Bozeman Public Library bookmobileA few years ago, the Bozeman Public Library realized that there is a need for a mobile library in our rapidly growing city. After a very successful fundraising campaign by the Bozeman Library Foundation, our wish became a reality. On July 3rd 2017 we started our new Bookmobile program. We serve schools, assisted living facilities, mobile home parks and neighborhoods throughout Bozeman and Gallatin County. The Bookmobile functions as a mobile branch of the Bozeman Public Library. We carry materials for ages 1-101. Everyone is welcome on the Bookmobile. We carry board books, juvenile fiction and non-fiction books, fiction and non-fiction books for Teenagers, fiction and non-fiction books for adults and Large Print books for our elderly patrons. We also carry DVDs, audio books and Playaways as well as board games. Our board games are very popular, we are having a hard time keeping them stocked on the Bookmobile. The bookmobile visits our regular stops twice a month and we also have time to do special stops like the Farmers Market, the County Fair, the Christmas Stroll, and the Roller Derby etc.

The community has been very positive about the bookmobile service and here are a few of the comments we have received:

  • “This place is so cool; it’s like a reading train.” (5-year old boy)
  • “I am so glad there is a library. You know it is my favorite thing…reading.” (4-year old girl)
  • “This is like an airplane.” (5-year old boy)
  • “I really like the bookmobile, next time we should ride on it. (4-year old boy and his brother)
  • “Wow, I haven’t been on a bookmobile since I was a kid.” (Adult patron)
  • “Wow, this brings back memories.” (Adult patron)
  • “You are the best; I really appreciate all the books about the Revolutionary War you brought for us today.” (Teacher at an elementary school)
  • Watch the video about the bookmobile 

One of the great successes of our program is a rural one-room school with 12 students and one teacher. None of the children had library cards when we started the service to their school in September. Now, all the children have cards and regularly check out a variety of materials. Last week while we were at their stop, we ran into some mechanical problems. While waiting for our mechanic to arrive I helped the kids and their technology teacher figure out a library program called Tumblebooks. After that, the kids insisted on showing me their stop-motion movie they had made as part of their technology curriculum. Their next stop motion picture might star our bookmobile.

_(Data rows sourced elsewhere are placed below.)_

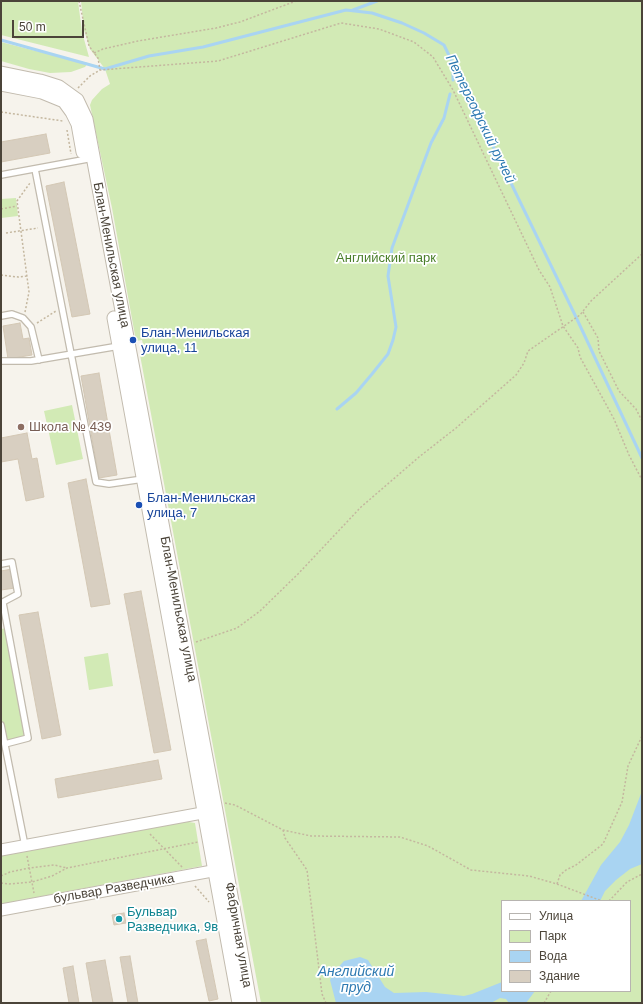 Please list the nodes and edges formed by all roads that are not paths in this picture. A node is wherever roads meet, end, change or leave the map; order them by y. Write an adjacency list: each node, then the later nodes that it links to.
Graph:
1 (1, 73): 3 (street)
2 (1, 84): 3 (street)
3 (68, 98): 4 (street, Блан-Менильская улица)
4 (83, 160): 5 (lane); 8 (street, Блан-Менильская улица)
5 (35, 169): 6 (lane); 9 (lane)
6 (1, 175)
7 (1, 316): 10 (lane)
8 (123, 346): 9 (lane); 12 (street, Блан-Менильская улица)
9 (72, 355): 10 (lane); 12 (lane)
10 (39, 360): 11 (lane)
11 (1, 362)
12 (148, 478): 17 (street, Блан-Менильская улица); 17 (street, Блан-Менильская улица)
13 (1, 564): 14 (lane)
14 (2, 603): 16 (lane)
15 (1, 725): 16 (lane)
16 (5, 744): 18 (lane)
17 (214, 809): 18 (street); 20 (street, Блан-Менильская улица)
18 (25, 846): 19 (street)
19 (1, 850)
20 (221, 869): 21 (street, бульвар Разведчика); 22 (street, Фабричная улица); 23 (street, Фабричная улица)
21 (1, 910)
22 (240, 1003)
23 (250, 1003)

We have encountered a few challenges while starting this program. One of the first challenges was that we did not have a firm delivery date for the bookmobile. That made purchasing materials quite tricky. We wanted to have the newest bestsellers and new popular children’s materials on board, but without a firm date, that proved to be difficult at first.

Another challenge has been the vehicle itself. We have run into a few mechanical issues that I definitely had not anticipated. I had assumed that it would be smooth sailing since it is a brand-new vehicle. After running into some of those issues, my mechanics have told me that it is actually quite normal to be having some issues in the first year.

Happy National Bookmobile Day! Please go out and find your local bookmobile, chat with your bookmobile librarian and check out a few books.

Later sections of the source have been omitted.